Since an actual database failure is handled by the Multi-AZ Amazon RDS configuration created in Stage 1 - Database Failure Test, this automated critical dependency failure test doesn’t currently trigger any actual failover actions. However, alarms are now configured to easily hook into disaster recovery actions as progress is made through the final Resiliency Stages.
Performing a CDN Failure Simulation Test
We use the same steps as above to perform a scheduled, automated Gremlin Blackhole Attack to simulate failure of the CDN for our bookstore-api-blue
environment. Simply changing the db-
references to cdn-
and the relevant endpoints will do the trick. However, for brevity’s sake, we won’t include the step-by-step instructions for doing so within this section.

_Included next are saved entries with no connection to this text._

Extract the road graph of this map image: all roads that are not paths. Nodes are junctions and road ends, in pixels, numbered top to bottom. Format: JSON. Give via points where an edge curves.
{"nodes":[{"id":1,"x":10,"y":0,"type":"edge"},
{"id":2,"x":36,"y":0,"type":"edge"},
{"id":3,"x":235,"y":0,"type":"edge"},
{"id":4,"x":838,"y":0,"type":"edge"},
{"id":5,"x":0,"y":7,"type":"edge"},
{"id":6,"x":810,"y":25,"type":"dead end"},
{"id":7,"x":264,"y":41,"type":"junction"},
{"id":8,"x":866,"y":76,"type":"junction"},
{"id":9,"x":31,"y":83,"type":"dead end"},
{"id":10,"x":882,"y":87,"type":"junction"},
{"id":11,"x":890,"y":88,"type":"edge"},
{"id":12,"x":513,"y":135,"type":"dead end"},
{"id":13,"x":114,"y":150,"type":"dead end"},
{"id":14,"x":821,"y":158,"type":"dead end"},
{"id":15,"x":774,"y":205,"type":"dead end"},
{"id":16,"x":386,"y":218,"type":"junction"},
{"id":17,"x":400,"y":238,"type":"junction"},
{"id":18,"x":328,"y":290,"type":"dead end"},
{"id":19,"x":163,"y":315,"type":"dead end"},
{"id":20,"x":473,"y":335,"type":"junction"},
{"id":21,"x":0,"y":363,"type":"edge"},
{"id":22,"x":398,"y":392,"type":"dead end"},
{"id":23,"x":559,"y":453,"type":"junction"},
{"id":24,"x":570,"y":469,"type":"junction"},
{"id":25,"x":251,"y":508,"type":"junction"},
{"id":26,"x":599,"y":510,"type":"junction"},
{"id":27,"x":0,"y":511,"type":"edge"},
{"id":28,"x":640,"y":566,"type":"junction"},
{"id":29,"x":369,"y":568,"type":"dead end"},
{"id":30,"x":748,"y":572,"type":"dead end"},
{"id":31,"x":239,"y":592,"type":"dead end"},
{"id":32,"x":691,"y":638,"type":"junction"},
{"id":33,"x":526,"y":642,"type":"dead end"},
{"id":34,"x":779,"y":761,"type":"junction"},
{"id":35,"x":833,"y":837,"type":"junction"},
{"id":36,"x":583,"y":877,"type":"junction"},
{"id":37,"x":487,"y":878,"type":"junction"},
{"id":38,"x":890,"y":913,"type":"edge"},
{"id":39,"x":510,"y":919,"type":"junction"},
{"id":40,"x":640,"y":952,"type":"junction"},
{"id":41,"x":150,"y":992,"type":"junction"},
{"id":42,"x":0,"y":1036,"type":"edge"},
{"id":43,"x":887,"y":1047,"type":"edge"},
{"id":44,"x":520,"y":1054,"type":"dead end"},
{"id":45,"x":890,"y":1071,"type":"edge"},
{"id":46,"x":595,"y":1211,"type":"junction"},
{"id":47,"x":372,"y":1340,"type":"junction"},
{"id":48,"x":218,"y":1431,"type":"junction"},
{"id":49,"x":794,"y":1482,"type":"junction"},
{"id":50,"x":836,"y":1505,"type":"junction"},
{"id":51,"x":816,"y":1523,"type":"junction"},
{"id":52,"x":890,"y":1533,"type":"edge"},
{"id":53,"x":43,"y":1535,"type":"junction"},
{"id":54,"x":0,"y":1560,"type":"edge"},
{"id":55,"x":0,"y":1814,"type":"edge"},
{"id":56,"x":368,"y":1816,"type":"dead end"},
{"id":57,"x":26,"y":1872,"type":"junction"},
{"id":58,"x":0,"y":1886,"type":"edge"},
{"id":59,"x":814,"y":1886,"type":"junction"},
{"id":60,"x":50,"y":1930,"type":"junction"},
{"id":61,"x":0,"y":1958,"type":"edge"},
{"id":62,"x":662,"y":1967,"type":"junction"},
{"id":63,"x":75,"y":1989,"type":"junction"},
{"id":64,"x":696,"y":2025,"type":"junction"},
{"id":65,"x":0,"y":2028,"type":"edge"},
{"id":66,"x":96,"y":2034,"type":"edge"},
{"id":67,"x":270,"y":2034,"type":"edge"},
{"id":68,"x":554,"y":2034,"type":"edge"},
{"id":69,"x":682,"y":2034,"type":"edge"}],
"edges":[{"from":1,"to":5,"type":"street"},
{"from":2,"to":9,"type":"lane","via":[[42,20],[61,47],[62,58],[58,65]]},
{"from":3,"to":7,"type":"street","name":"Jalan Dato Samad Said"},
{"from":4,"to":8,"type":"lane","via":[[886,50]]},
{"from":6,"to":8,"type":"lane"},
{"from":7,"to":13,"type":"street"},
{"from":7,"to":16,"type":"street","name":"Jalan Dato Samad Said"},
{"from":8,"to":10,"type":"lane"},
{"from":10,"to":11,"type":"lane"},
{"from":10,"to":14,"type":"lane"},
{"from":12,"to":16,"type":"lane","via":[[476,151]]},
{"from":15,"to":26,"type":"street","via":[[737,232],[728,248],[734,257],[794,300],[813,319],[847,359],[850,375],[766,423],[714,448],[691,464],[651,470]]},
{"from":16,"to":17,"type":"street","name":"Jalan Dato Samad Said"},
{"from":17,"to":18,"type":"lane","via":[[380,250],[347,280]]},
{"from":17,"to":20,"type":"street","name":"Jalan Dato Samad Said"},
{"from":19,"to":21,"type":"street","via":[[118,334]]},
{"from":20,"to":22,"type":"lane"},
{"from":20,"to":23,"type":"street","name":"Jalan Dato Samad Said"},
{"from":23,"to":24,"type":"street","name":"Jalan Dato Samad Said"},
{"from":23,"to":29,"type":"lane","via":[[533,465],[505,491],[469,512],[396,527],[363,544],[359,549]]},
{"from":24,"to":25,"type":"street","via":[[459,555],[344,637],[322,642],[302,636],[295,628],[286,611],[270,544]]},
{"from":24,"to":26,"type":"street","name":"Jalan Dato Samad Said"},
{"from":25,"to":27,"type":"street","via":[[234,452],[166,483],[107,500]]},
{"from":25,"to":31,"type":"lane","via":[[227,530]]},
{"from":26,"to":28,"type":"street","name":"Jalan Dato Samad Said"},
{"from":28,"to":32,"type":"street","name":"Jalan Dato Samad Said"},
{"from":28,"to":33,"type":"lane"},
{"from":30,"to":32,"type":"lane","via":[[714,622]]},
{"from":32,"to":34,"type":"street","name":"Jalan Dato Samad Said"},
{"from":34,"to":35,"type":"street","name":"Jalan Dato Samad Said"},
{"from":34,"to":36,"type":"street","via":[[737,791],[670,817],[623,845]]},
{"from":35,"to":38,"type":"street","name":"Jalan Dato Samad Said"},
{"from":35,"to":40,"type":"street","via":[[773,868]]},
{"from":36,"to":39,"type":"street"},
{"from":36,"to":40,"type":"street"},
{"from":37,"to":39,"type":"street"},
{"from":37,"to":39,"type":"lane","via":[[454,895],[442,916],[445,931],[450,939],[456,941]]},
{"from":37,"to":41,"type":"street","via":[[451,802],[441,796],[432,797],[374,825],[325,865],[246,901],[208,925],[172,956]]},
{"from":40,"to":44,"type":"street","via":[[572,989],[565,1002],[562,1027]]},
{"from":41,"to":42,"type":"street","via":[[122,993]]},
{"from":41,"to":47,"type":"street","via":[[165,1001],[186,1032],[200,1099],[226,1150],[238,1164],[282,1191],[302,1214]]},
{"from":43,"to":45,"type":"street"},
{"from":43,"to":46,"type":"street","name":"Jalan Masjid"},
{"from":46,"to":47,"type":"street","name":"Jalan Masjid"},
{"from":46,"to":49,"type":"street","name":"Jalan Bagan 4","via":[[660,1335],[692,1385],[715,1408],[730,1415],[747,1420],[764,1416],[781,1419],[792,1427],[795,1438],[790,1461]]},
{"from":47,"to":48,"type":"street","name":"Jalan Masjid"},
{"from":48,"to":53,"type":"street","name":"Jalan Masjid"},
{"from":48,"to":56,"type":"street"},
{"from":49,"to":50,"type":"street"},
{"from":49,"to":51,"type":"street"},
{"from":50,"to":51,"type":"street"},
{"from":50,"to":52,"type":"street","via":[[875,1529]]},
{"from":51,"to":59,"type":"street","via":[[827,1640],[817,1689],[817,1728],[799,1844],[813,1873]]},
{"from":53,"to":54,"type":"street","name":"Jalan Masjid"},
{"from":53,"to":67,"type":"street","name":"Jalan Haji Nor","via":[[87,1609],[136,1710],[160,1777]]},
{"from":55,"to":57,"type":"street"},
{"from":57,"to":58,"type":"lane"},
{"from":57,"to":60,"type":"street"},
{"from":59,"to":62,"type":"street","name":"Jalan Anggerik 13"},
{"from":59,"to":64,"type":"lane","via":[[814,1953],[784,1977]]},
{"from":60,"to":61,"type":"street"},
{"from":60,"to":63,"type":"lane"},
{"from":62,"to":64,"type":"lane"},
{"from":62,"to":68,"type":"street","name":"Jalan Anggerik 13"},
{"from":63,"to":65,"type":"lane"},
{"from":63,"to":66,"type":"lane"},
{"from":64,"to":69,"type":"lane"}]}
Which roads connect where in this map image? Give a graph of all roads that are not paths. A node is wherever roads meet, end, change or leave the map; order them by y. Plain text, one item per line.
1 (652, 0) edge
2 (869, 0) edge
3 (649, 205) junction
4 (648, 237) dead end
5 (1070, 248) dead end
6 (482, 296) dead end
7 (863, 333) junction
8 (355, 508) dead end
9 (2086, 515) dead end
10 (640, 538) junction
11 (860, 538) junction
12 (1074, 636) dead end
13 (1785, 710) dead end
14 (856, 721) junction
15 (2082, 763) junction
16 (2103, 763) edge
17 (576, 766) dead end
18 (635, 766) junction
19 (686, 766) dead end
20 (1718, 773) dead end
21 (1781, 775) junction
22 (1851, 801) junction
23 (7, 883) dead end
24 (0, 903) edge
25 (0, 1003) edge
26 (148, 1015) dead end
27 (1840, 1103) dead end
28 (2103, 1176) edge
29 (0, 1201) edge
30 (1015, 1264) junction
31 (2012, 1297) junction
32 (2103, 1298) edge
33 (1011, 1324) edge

Reliability Stage 2 Completion
Your team has been performing semi-automated tests at a regular cadence, has executed at least one reliability experiment in production, and has disseminated all test results to the entire team. With that, Reliability Stage 2 is now complete. Revenue loss and support costs should finally be dramatically dropping as fewer failures occur, and those that do happen last for much shorter periods. In Chaos Engineering Through Staged Reliability - Stage 3 we’ll explore automating reliability testing in non-production, along with semi-automation of our disaster recovery failovers.